** Data for review follows **

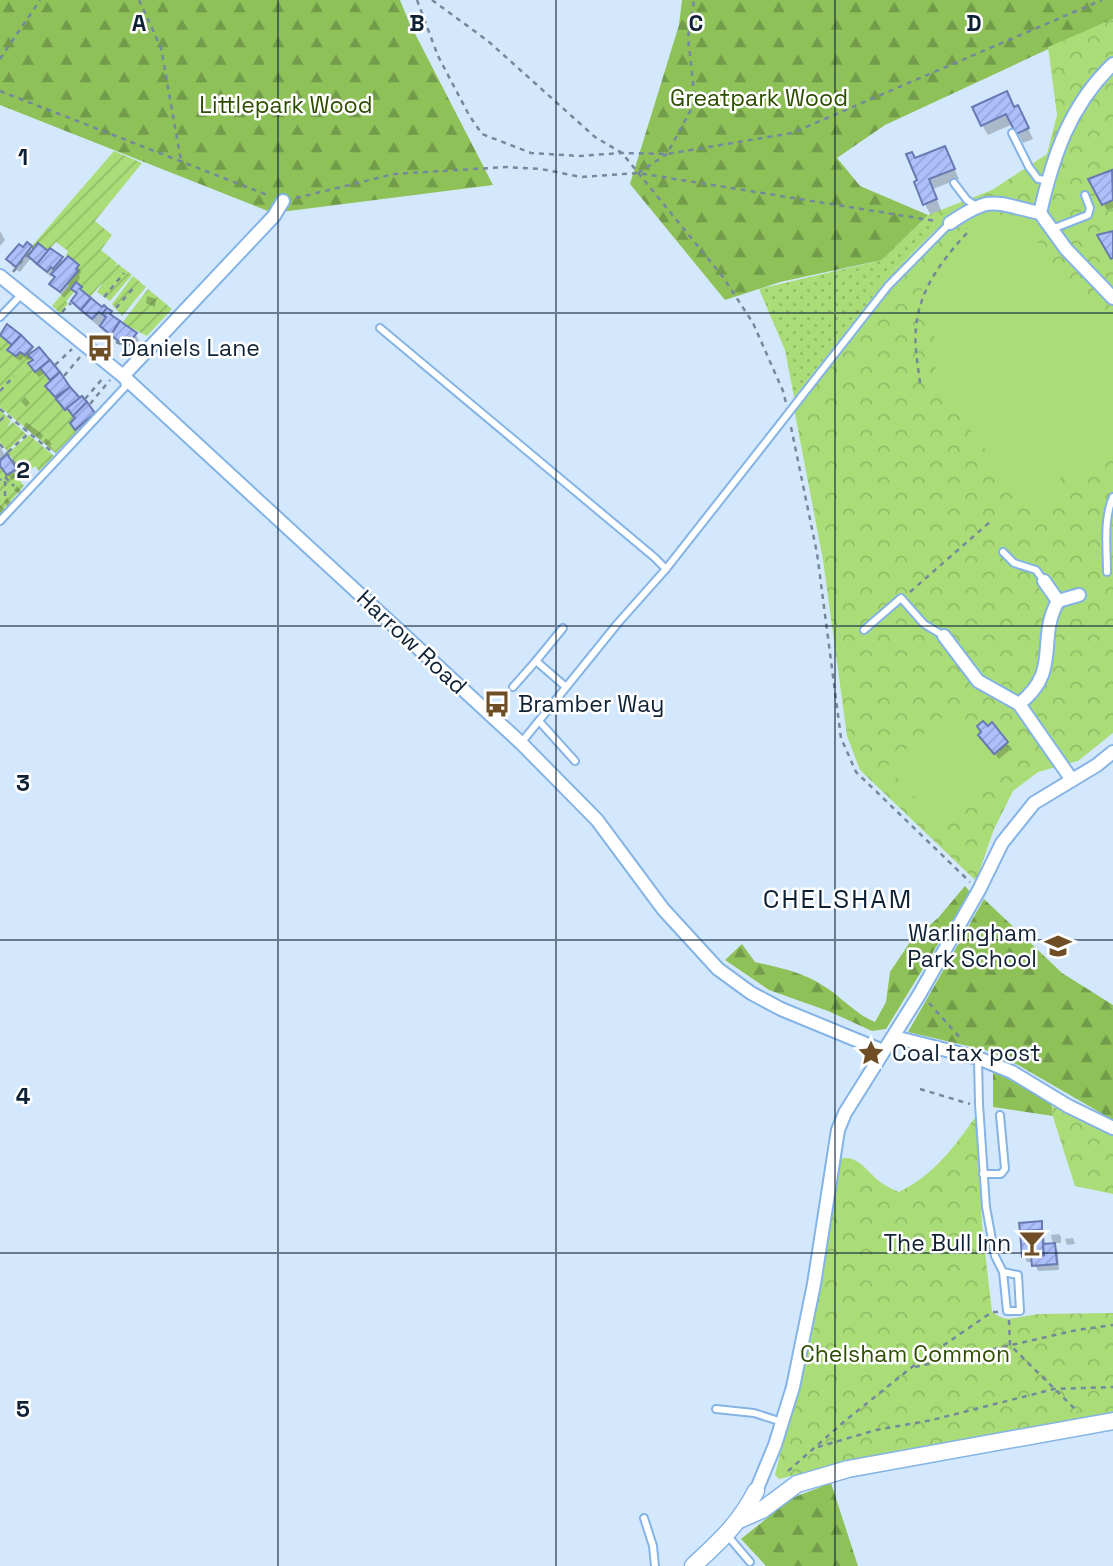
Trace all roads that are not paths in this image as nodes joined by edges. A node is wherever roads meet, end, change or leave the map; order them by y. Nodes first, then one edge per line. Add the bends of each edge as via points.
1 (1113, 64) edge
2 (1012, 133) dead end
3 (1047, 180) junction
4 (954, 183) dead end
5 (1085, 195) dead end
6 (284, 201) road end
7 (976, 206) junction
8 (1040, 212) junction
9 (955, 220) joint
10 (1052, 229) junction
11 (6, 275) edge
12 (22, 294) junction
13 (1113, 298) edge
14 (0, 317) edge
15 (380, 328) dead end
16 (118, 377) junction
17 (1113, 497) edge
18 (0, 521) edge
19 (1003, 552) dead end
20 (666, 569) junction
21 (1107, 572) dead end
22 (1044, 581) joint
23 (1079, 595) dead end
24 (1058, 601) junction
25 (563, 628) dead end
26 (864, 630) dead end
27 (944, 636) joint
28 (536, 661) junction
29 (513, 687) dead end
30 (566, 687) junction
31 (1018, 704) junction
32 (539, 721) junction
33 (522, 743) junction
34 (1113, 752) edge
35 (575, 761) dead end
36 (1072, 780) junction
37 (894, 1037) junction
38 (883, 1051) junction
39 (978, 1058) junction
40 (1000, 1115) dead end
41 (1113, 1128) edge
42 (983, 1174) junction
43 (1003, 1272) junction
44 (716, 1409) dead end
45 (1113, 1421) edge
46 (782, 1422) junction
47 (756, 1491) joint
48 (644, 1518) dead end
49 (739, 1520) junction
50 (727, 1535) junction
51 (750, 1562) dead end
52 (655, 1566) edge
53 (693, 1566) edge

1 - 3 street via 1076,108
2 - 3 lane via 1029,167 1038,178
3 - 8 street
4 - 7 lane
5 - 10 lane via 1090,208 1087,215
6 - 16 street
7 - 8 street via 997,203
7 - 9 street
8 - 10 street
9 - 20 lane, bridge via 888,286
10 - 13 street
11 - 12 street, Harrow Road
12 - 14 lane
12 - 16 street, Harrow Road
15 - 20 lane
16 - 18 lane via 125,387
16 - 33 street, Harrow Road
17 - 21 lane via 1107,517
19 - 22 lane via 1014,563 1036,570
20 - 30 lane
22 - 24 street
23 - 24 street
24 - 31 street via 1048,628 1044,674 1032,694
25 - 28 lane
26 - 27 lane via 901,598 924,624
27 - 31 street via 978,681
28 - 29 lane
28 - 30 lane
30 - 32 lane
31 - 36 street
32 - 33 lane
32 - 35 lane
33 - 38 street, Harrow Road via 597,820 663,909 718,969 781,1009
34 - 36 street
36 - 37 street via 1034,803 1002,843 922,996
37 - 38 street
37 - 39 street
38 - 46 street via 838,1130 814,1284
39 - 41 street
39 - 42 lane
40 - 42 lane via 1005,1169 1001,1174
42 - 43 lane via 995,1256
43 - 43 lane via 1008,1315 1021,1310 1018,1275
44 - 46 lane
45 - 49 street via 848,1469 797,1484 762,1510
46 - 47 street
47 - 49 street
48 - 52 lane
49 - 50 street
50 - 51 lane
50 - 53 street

** End of Data for review **

One number is the expected answer: the count of lines above that hold the word "joint".

4